Асса и другие произведения этого автора. Книга 1. Начало. То да сё… | страница 34
Так как от своего намерения я отказываться не собирался, что, вероятно, Григорий Михайлович почувствовал по тупому упрямству моей физиономии, он добавил:
— А вообще, глядите сами. Я сам в четырнадцать лет начинал и долгое время думал, что так и надо. Но вот теперь мне скоро шестьдесят, и, на мой теперешний взгляд, начинать так рано все-таки не совсем серьезно. Я бы вот вас, наверное, не взял. Ради вашего же блага. Когда я начинал, все-таки время было другое.
— Время всегда другое, — тупо упрямился я.
— А кто будет курс набирать? — спросил Козинцев, видимо почувствовав, что переубеждать меня бесполезно и бессмысленно.
— Михаил Ильич Ромм.
— Замечательный, замечательный, замечательный человек, — сказал Козинцев, и мне запомнилось, что сказал он именно так, трижды повторив «замечательный». — Он умница. Он один из немногих, кто, во-первых, читал стенограммы лекций Эйзенштейна во ВГИКе, а во-вторых, что еще важнее, он их понял. Таких я вообще почти не встречал. И все-таки спокойно подумайте, поступать вам в этом году или не поступать. Это я вам со всей симпатией говорю.
Фото — Григорий Михайлович Козинцев
Я с Козинцевым был не согласен, но говорить с ним мне понравилось. Еще до встречи с ним из всех вгиковских педагогов, про которых я слышал, я почему-то заочно уважал его и Ромма. Ну а уж раз Козинцев мне отказал, то вроде как и к Ромму ехать особого резона уже не было. И все же отчаянная моя решимость поступать, и именно в этом году, и именно в этом «нежном возрасте», не убавилась. Я уже был поглощен тонкими и главными для любого вгиковского абитуриента вопросами: какую вступительную работу писать, как вообще готовиться к экзаменам? Известно, какое количество легенд окружает процедуру вступительных экзаменов на режиссерский факультет ВГИКа. Абитуриенты пугают друг друга, рассказывая, что кто-то представил в качестве вступительной работы экранизацию «Капитала» Карла Маркса, а у кого-то спросили, сколько ступенек на Одесской лестнице и какого цвета набедренная повязка кого-то из незначащих фигурантов в ивановском «Явлении Христа народу». Все эти страхи, помноженные еще на мрачное предупреждение Козинцева, не могли меня не мучить. Как запомнить количество ступенек на лестнице из эйзенштейновского «Потемкина» и нужно ли вообще это запоминать? Вероятно, дело мое — дрянь, и я действительно провалюсь.

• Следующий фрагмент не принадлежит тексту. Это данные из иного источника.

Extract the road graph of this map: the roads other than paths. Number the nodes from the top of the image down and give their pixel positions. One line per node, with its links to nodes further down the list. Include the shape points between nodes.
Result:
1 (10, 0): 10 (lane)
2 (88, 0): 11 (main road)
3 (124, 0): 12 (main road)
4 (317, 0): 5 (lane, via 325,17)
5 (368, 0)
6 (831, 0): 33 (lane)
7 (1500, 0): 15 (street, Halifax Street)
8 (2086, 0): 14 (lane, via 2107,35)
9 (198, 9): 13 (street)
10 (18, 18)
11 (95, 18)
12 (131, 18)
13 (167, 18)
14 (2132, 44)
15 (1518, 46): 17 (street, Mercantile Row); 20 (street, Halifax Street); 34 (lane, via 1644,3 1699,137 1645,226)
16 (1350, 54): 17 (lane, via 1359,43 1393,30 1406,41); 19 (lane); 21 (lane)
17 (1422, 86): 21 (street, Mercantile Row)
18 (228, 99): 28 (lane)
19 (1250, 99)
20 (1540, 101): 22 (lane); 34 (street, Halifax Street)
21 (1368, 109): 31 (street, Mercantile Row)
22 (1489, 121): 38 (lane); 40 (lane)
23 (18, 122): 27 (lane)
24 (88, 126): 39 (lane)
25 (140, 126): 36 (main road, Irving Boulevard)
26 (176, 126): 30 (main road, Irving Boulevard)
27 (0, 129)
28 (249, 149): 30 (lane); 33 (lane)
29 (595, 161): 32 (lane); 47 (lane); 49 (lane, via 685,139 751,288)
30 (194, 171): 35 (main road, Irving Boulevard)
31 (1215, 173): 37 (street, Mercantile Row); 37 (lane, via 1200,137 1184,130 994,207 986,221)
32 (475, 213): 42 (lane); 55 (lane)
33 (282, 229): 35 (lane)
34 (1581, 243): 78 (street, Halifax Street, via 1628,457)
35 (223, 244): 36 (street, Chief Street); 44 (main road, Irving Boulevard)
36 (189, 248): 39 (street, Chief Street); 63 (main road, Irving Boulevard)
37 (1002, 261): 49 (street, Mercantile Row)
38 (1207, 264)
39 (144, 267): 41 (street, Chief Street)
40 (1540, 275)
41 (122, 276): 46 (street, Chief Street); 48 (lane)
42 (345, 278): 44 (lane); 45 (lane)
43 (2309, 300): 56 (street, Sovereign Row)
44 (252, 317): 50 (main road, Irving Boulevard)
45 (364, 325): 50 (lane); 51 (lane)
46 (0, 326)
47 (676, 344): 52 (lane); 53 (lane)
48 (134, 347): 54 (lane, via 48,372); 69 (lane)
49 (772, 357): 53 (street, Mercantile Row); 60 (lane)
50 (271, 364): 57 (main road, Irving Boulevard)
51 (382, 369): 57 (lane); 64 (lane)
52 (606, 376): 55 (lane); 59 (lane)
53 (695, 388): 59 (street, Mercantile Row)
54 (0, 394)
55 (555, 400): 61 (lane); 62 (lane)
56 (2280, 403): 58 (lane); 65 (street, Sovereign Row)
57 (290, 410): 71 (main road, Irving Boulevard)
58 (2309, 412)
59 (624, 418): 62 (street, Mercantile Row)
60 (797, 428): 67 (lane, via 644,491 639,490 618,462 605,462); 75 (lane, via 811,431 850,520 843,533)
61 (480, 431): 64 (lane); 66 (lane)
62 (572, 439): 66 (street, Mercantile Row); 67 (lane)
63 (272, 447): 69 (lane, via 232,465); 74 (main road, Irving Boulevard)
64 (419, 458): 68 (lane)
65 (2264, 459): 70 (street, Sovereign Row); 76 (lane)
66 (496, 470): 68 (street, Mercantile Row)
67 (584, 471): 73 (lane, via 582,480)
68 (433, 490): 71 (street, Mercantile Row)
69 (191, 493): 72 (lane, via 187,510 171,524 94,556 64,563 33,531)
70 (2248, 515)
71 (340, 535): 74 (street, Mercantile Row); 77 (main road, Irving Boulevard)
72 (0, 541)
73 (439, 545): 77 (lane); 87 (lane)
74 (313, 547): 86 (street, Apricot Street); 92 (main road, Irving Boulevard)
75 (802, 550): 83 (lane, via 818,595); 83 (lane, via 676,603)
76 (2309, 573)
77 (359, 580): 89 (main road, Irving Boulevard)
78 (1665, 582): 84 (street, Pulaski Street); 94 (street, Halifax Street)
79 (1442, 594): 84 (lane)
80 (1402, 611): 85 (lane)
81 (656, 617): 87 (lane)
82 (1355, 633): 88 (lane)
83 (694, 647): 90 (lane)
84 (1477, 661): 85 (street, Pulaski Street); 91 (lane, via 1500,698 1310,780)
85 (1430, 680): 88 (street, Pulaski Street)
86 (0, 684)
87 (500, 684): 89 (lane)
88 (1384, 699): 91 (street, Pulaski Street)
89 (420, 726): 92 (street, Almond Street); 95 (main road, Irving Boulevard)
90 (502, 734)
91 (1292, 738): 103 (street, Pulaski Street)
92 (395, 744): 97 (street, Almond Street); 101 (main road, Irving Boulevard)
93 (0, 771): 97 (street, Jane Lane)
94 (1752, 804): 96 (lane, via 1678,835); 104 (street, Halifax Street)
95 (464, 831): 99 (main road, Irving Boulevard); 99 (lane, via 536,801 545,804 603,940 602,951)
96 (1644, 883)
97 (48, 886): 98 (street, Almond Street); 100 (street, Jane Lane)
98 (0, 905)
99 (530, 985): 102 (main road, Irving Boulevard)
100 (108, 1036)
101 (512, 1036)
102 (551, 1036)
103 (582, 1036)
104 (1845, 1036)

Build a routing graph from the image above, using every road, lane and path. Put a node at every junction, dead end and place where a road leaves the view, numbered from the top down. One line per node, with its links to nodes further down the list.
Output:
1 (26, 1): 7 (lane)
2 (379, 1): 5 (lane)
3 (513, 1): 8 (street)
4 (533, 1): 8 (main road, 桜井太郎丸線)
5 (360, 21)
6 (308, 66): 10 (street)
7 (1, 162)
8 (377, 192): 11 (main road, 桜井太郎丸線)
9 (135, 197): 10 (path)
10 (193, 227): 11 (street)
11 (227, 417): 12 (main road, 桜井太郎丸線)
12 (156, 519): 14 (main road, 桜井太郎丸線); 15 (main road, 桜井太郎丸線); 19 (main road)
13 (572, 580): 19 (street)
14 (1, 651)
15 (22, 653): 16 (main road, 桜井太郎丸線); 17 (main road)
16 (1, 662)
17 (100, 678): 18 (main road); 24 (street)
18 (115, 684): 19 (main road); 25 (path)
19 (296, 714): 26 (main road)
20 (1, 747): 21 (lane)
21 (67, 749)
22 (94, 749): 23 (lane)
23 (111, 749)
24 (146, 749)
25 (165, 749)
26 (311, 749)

Пережив все эти ужасные муки, я пришел к выводу, что буду писать, говорить и делать только то, что знаю и умею. И только это. Поэтому в качестве вступительной работы написал не «режиссерскую разработку», не «случай из жизни», а очень простую историю, которую назвал «Светало». Рассказывалась в ней про то, как рано утром идет по берегу моря старик (обыкновенный, много и трудно поживший на белом свете старый человек, ничуть не похожий, скажем, на возвышенных, одухотворенных «ди-дов» из фильмов Александра Довженко). Он несет на руках мальчика, который еще не проснулся, а за ними ковыляет слегка ободранный петух. Вовремя и совершенно обыкновенно восходит солнце, старик садится на пляжную гальку, закуривает, мальчик входит по пояс в море, петух чуть фальшиво, но честно поет зарю. Все.